According to the Köppen Climate Classification system, Port Mansfield has a humid subtropical climate, abbreviated "Cfa" on climate maps. The hottest temperature recorded in Port Mansfield was 104 F on May 11, 2006, while the coldest temperature recorded was 15 F on January 12, 1962 and December 23–24, 1989.

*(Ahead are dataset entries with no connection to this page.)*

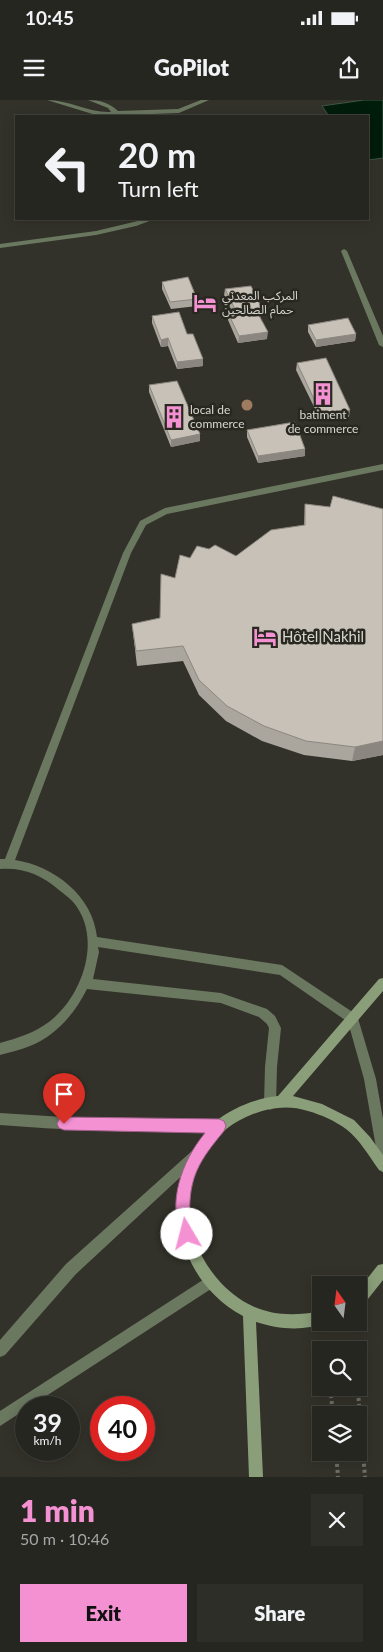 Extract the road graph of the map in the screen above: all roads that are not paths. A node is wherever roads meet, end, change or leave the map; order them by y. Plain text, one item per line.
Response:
1 (50, 100) edge
2 (91, 100) edge
3 (206, 100) edge
4 (115, 112) junction
5 (149, 220) edge
6 (0, 246) edge
7 (344, 251) dead end
8 (383, 345) edge
9 (383, 466) edge
10 (4, 863) edge
11 (94, 941) junction
12 (383, 983) edge
13 (86, 984) junction
14 (353, 1019) junction
15 (0, 1049) edge
16 (276, 1103) junction
17 (0, 1119) edge
18 (219, 1126) junction
19 (383, 1153) edge
20 (197, 1154) junction
21 (383, 1166) edge
22 (383, 1270) edge
23 (209, 1282) junction
24 (368, 1288) edge
25 (249, 1312) junction
26 (312, 1320) edge
27 (0, 1350) edge
28 (0, 1419) edge
29 (256, 1477) edge

1 - 4 street
2 - 4 street
3 - 4 street
5 - 6 street
7 - 8 street
9 - 10 street
10 - 11 street
11 - 13 street
11 - 14 street
12 - 14 street
13 - 15 street
13 - 16 street
14 - 16 street
14 - 19 street
16 - 18 street
16 - 21 street
17 - 18 street
18 - 20 street
20 - 23 street
20 - 27 street
22 - 24 street
23 - 25 street
23 - 28 street
25 - 26 street
25 - 29 street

Climate data for Port Mansfield, Texas, 1991–2020 normals, extremes 1958–present
| Month | Jan | Feb | Mar | Apr | May | Jun | Jul | Aug | Sep | Oct | Nov | Dec | Year |
| Record high °F (°C) | 92 (33) | 95 (35) | 101 (38) | 102 (39) | 104 (40) | 103 (39) | 102 (39) | 102 (39) | 102 (39) | 99 (37) | 98 (37) | 91 (33) | 104 (40) |
| Mean maximum °F (°C) | 81.6 (27.6) | 84.1 (28.9) | 87.0 (30.6) | 90.6 (32.6) | 91.3 (32.9) | 93.3 (34.1) | 94.7 (34.8) | 95.0 (35.0) | 94.3 (34.6) | 90.4 (32.4) | 87.4 (30.8) | 83.2 (28.4) | 98.7 (37.1) |
| Mean daily maximum °F (°C) | 67.7 (19.8) | 71.0 (21.7) | 75.6 (24.2) | 80.8 (27.1) | 85.3 (29.6) | 89.6 (32.0) | 90.6 (32.6) | 91.8 (33.2) | 88.5 (31.4) | 84.1 (28.9) | 76.4 (24.7) | 70.3 (21.3) | 81.0 (27.2) |
| Daily mean °F (°C) | 59.0 (15.0) | 62.8 (17.1) | 68.0 (20.0) | 73.6 (23.1) | 79.0 (26.1) | 83.1 (28.4) | 84.1 (28.9) | 84.7 (29.3) | 81.1 (27.3) | 76.0 (24.4) | 68.0 (20.0) | 61.2 (16.2) | 73.4 (23.0) |
| Mean daily minimum °F (°C) | 50.3 (10.2) | 54.5 (12.5) | 60.5 (15.8) | 66.5 (19.2) | 72.7 (22.6) | 76.6 (24.8) | 77.7 (25.4) | 77.5 (25.3) | 73.6 (23.1) | 68.0 (20.0) | 59.6 (15.3) | 52.2 (11.2) | 65.8 (18.8) |
| Mean minimum °F (°C) | 35.4 (1.9) | 37.9 (3.3) | 42.8 (6.0) | 52.6 (11.4) | 60.8 (16.0) | 71.0 (21.7) | 72.9 (22.7) | 72.9 (22.7) | 64.3 (17.9) | 50.8 (10.4) | 42.1 (5.6) | 35.5 (1.9) | 32.0 (0.0) |
| Record low °F (°C) | 15 (−9) | 20 (−7) | 29 (−2) | 38 (3) | 48 (9) | 58 (14) | 65 (18) | 64 (18) | 55 (13) | 32 (0) | 30 (−1) | 15 (−9) | 15 (−9) |
| Average precipitation inches (mm) | 1.13 (29) | 1.75 (44) | 1.33 (34) | 1.41 (36) | 2.39 (61) | 2.00 (51) | 2.39 (61) | 1.15 (29) | 5.37 (136) | 3.10 (79) | 1.98 (50) | 1.25 (32) | 25.25 (642) |
| Average snowfall inches (cm) | 0.0 (0.0) | 0.0 (0.0) | 0.0 (0.0) | 0.0 (0.0) | 0.0 (0.0) | 0.0 (0.0) | 0.0 (0.0) | 0.0 (0.0) | 0.0 (0.0) | 0.0 (0.0) | 0.0 (0.0) | 0.1 (0.25) | 0.1 (0.25) |
| Average precipitation days (≥ 0.01 in) | 6.3 | 5.1 | 4.4 | 3.6 | 4.2 | 4.1 | 3.6 | 2.8 | 8.7 | 5.5 | 4.8 | 5.7 | 58.8 |
| Average snowy days (≥ 0.1 in) | 0.0 | 0.0 | 0.0 | 0.0 | 0.0 | 0.0 | 0.0 | 0.0 | 0.0 | 0.0 | 0.0 | 0.0 | 0.0 |
Source 1: NOAA
Source 2: National Weather Service

==Education==
Port Mansfield is served by the San Perlita Independent School District. In addition, South Texas Independent School District operates magnet schools that serve the community.